CASO MACCHI
Nella casa di Lidia il colonnello del Ris
L’avvocato Pizzi: «Tampone salivare alla mamma» Anche l’università di Firenze partecipa agli accertamenti sui resti. La vittima oggi avrebbe compiuto 51 anni
La caccia al Dna dell’assassino di Lidia ha portato il Ris di Parma a casa Macchi. A suonare al campanello dell’abitazione che fu della giovane uccisa trent’anni fa e che ora è abitata dalla mamma Paola, è stato il comandante del Reparto investigazioni scientifiche dell’Arma, Giampietro Lago. Il colonnello - che si è occupato anche delle indagini su Massimo Bossetti in carcere per la morte di Yara Gambirasio - ha suonato al cancello della villetta di Casbeno per effettuare un tampone salivare alla mamma di Lidia. La ragazza di Casbeno uccisa il 5 gennaio dell’87, a vent’anni, che martedì 28 ne avrebbe compiuti 51.
La ricerca di “segni” biologici dell’assassino, passa anche attraverso la necessità di tracciare il profilo genetico della famiglia Macchi. Una delle ragioni dell’accertamento, è intuibile con facilità, è quella di comparare «l’appartenenza genetica» dei reperti trovati nella tomba e di quelli custoditi e miracolosamente salvatisi dalla distruzione (disposta dal gip Ottavio d’Agostino) tra cui quei “vetrini” dall’analisi dei quali, oggi, sarebbe stato possibile “leggere” la firma dell’assasino.
Ci sono però peli, capelli e unghie, che possono raccontare molto, se Lidia ha cercato di graffiare il suo assassino. E soprattutto c’è quel piccolo frammento di tessuto (una parte dell’imene di Lidia) che è stato conservato in un blocchetto di paraffina da Mario Tavani, il medico legale che eseguì un lungo e accurato sopralluogo al sass Pinì, luogo di ritrovamento del corpo di Lidia, e che eseguì l’autopsia. Quel reperto fu inviato alla Medicina legale di Pavia e si è salvato dalla distruzione.

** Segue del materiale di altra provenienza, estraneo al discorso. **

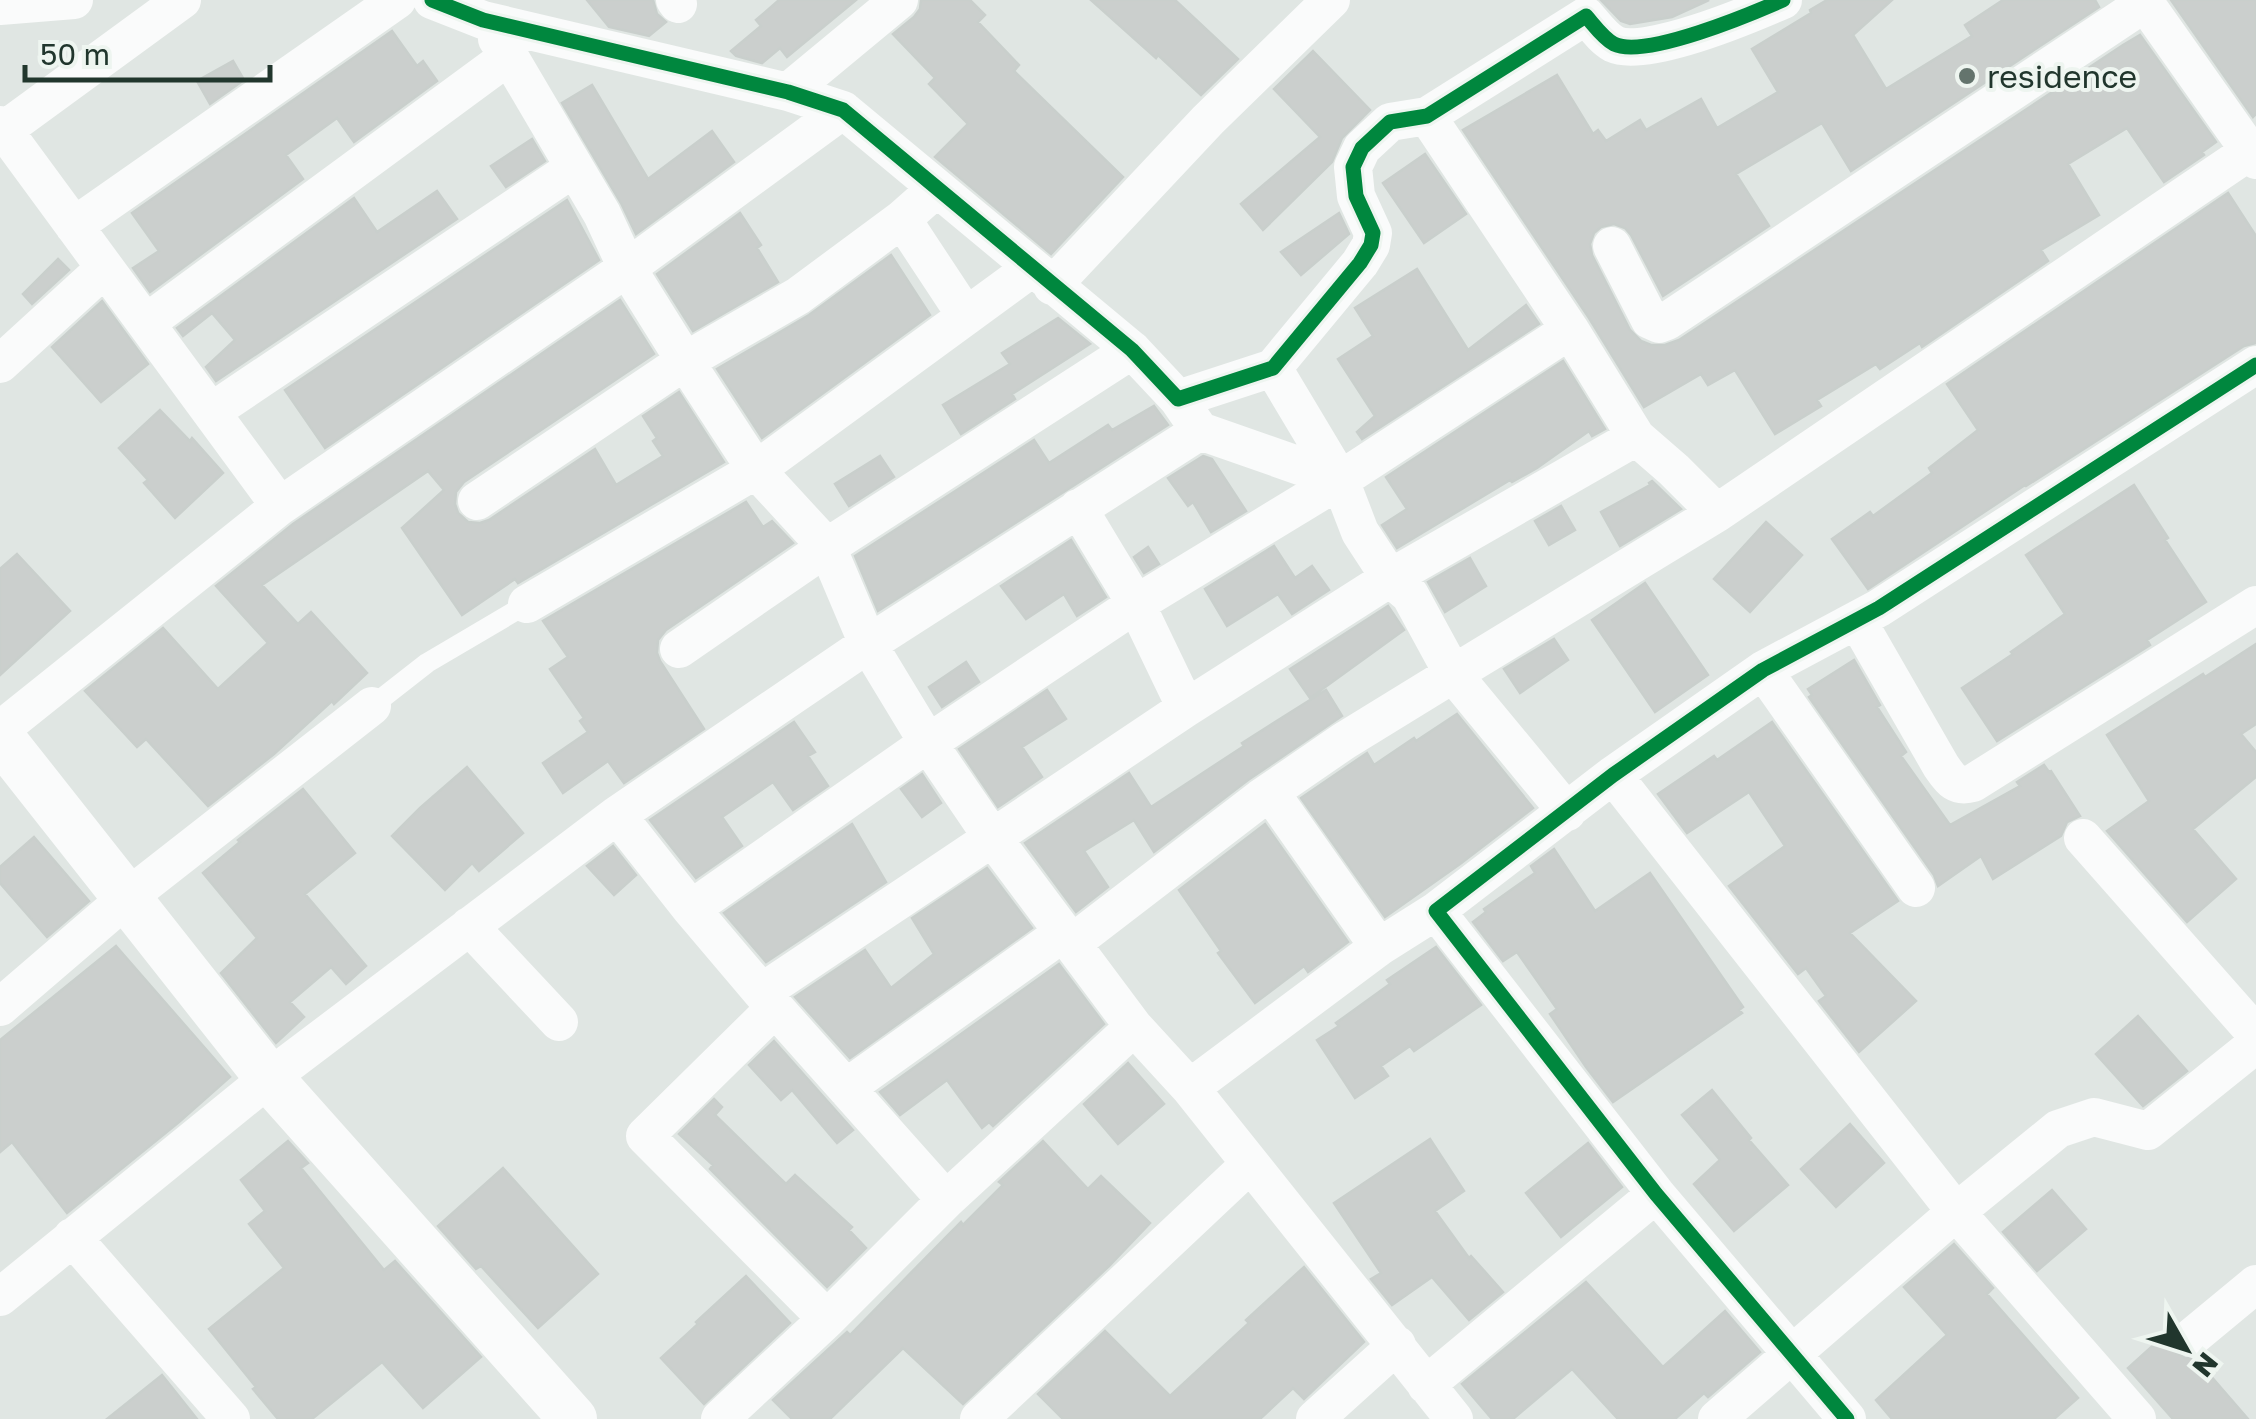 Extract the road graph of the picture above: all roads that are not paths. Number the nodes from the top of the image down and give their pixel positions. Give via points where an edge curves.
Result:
1 (74, 0) edge
2 (182, 0) edge
3 (397, 0) edge
4 (432, 0) edge
5 (898, 0) edge
6 (1331, 0) edge
7 (1783, 0) edge
8 (2144, 1) edge
9 (0, 6) edge
10 (1579, 8) edge
11 (483, 20) junction
12 (509, 56) junction
13 (788, 92) junction
14 (843, 110) junction
15 (1426, 116) junction
16 (2, 128) edge
17 (2253, 155) edge
18 (574, 168) junction
19 (936, 188) junction
20 (902, 218) junction
21 (74, 226) junction
22 (1612, 246) dead end
23 (105, 268) junction
24 (628, 268) junction
25 (1042, 277) junction
26 (966, 316) junction
27 (146, 324) junction
28 (1570, 330) junction
29 (1132, 350) junction
30 (685, 361) junction
31 (0, 364) edge
32 (2256, 365) edge
33 (1272, 368) junction
34 (1178, 399) junction
35 (211, 412) junction
36 (1200, 432) junction
37 (1636, 437) junction
38 (756, 470) junction
39 (1340, 480) junction
40 (477, 501) dead end
41 (280, 506) junction
42 (1078, 508) junction
43 (1718, 512) junction
44 (828, 547) junction
45 (1390, 578) junction
46 (526, 604) joint
47 (1136, 604) junction
48 (2256, 605) edge
49 (1858, 620) junction
50 (868, 644) junction
51 (679, 649) dead end
52 (1763, 670) junction
53 (1452, 674) junction
54 (372, 706) joint
55 (1186, 708) junction
56 (0, 733) edge
57 (928, 743) junction
58 (1613, 774) junction
59 (1270, 792) junction
60 (1567, 812) junction
61 (618, 815) junction
62 (992, 837) junction
63 (2084, 838) dead end
64 (1916, 888) dead end
65 (128, 898) junction
66 (690, 908) junction
67 (1436, 911) junction
68 (470, 926) junction
69 (1067, 938) junction
70 (1379, 948) junction
71 (768, 1000) junction
72 (0, 1007) edge
73 (559, 1022) dead end
74 (1134, 1027) junction
75 (2256, 1034) edge
76 (2256, 1044) edge
77 (268, 1078) junction
78 (846, 1088) junction
79 (1190, 1088) junction
80 (1250, 1164) junction
81 (1656, 1194) junction
82 (946, 1200) junction
83 (1956, 1212) junction
84 (72, 1237) junction
85 (2256, 1284) edge
86 (0, 1296) edge
87 (827, 1319) junction
88 (2192, 1337) dead end
89 (1397, 1345) junction
90 (1790, 1353) junction
91 (1426, 1385) junction
92 (231, 1419) edge
93 (573, 1419) edge
94 (720, 1419) edge
95 (979, 1419) edge
96 (1315, 1419) edge
97 (1454, 1419) edge
98 (1717, 1419) edge
99 (1847, 1419) edge
100 (2137, 1419) edge

1 - 9 street
2 - 16 street
3 - 21 street
4 - 11 street
5 - 13 street
6 - 25 street
7 - 10 street via 1733,22 1633,47 1616,46
8 - 17 street
8 - 22 street via 1667,322 1650,320
10 - 15 street
11 - 12 street
11 - 13 street
12 - 18 street
12 - 27 street
13 - 14 street
14 - 19 street
14 - 24 street
15 - 28 street
15 - 33 street via 1390,122 1362,148 1353,167 1356,196 1374,233 1371,245
16 - 21 street
17 - 43 street
18 - 24 street
18 - 35 street
19 - 20 street
19 - 25 street
20 - 26 street
20 - 30 street via 798,296
21 - 23 street
23 - 27 street
23 - 31 street
24 - 30 street
24 - 41 street
25 - 26 street
25 - 29 street
26 - 38 street
27 - 35 street
28 - 37 street
28 - 39 street
29 - 34 street
29 - 44 street
30 - 38 street
30 - 40 street
32 - 49 street
33 - 34 street
33 - 39 street
34 - 36 street
35 - 41 street
36 - 39 street
36 - 42 street
37 - 43 street
37 - 45 street
38 - 44 street
38 - 46 street
39 - 45 street via 1360,532
39 - 47 street
41 - 56 street
42 - 47 street
42 - 50 street
43 - 53 street
44 - 50 street
44 - 51 street
45 - 53 street via 1410,595
45 - 55 street
46 - 54 lane via 427,663
47 - 55 street
47 - 57 street
48 - 49 street via 1964,786 1941,766
49 - 52 street
50 - 57 street
50 - 61 street
52 - 58 street
52 - 64 street
53 - 59 street
53 - 60 street
54 - 65 street
55 - 62 street
56 - 65 street
57 - 62 street
57 - 66 street
58 - 60 street
58 - 83 street
59 - 69 street
59 - 70 street
60 - 67 street
61 - 66 street
61 - 68 street
62 - 69 street
62 - 71 street
63 - 75 street
65 - 72 street
65 - 77 street
66 - 71 street
67 - 70 street
67 - 81 street
68 - 73 street
68 - 77 street
69 - 74 street
69 - 78 street
70 - 79 street
71 - 78 street
71 - 87 street via 644,1136
74 - 79 street
74 - 82 street
76 - 83 street via 2148,1131 2094,1117 2058,1129
77 - 84 street
77 - 93 street
78 - 82 street
79 - 80 street
80 - 89 street
80 - 95 street
81 - 90 street
81 - 91 street
82 - 87 street
83 - 90 street
83 - 100 street
84 - 86 street
84 - 92 street
85 - 88 street
87 - 94 street
89 - 91 street
89 - 96 street
90 - 98 street
90 - 99 street
91 - 97 street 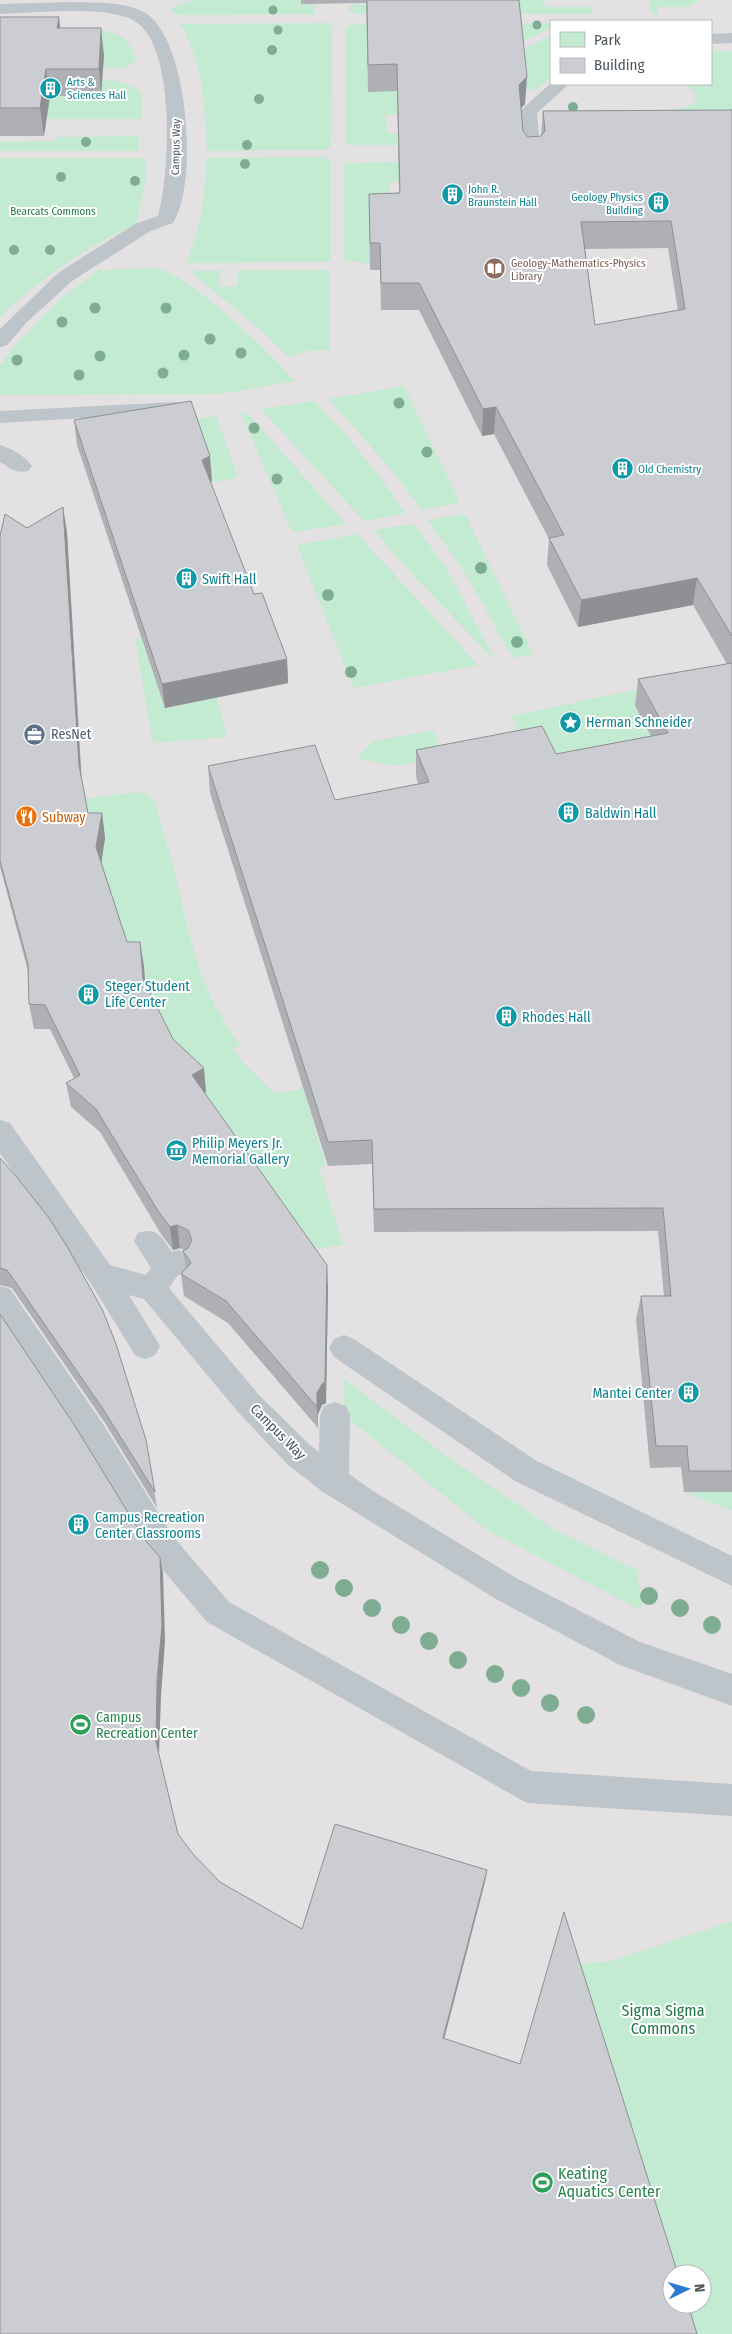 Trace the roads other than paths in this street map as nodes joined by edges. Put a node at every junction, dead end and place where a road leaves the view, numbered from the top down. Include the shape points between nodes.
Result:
1 (0, 9) edge
2 (732, 38) edge
3 (712, 39) edge
4 (559, 85) edge
5 (532, 158) edge
6 (0, 341) edge
7 (187, 407) edge
8 (41, 416) junction
9 (0, 417) edge
10 (55, 434) dead end
11 (0, 452) edge
12 (21, 466) dead end
13 (0, 1131) edge
14 (148, 1241) dead end
15 (166, 1273) junction
16 (101, 1275) junction
17 (0, 1298) edge
18 (145, 1346) dead end
19 (344, 1348) dead end
20 (336, 1415) dead end
21 (334, 1482) junction
22 (732, 1572) edge
23 (732, 1690) edge
24 (732, 1800) edge

1 - 6 street, Campus Way via 128,12 151,25 170,69 176,110 175,182 166,219 142,228 65,277
2 - 3 street
4 - 5 street via 528,112
7 - 8 street
8 - 9 street
8 - 10 street
11 - 12 street
13 - 16 street
14 - 15 street, Campus Way
15 - 16 street
15 - 21 street, Campus Way via 248,1403 299,1455
16 - 18 street
17 - 24 street via 92,1433 161,1545 218,1612 528,1787
19 - 22 street via 526,1471
20 - 21 street
21 - 23 street, Campus Way via 507,1589 632,1654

«La famiglia di Lidia confida nei risultati degli accertamenti che sono stati e verranno eseguiti» - dice l’avvocato della famiglia Macchi, Daniele Pizzi. «Siamo grati alla dottoressa Anna Giorgetti per i ldispiegamento di forze alla ricerca di elementi che possano essere utili per arrivare alla verità». La domanda è la seguente: «C’è un Dna sotto le unghie di Lidia? È rimasto anche solo uno spermatozoo “intrappolato” nel reperto? Dalla lettura del referto autoptico, emerge che all’epoca il professor Tavani aveva individuato numerosi spermatozoi, solo che all’epoca la scienza non era ancora in grado di analizzarli come oggi. Le ricerche scientifiche e le indagini sui resti di Lidia (il feretro è stato riesumato lo scorso 22 marzo), coinvolgono l’anatomopatologa Cristina Cattaneo del Labanof (il laboratorio di antropologia e anatomopatologia forense dell‘università di Milano) un pool di periti e il Ris di Parma,oltre all’università di Firenze.
Proseguono dunquer analisi e ricerche ma si accorciano anche i giorni che separano Stefano Binda - difeso dagli avvocati Sergio Martelli e Patrizia Esposito - in carcere dal 15 gennaio 2016 con l’accusa di aver ucciso Lidia, dal processo in Corte di Assise a Varese.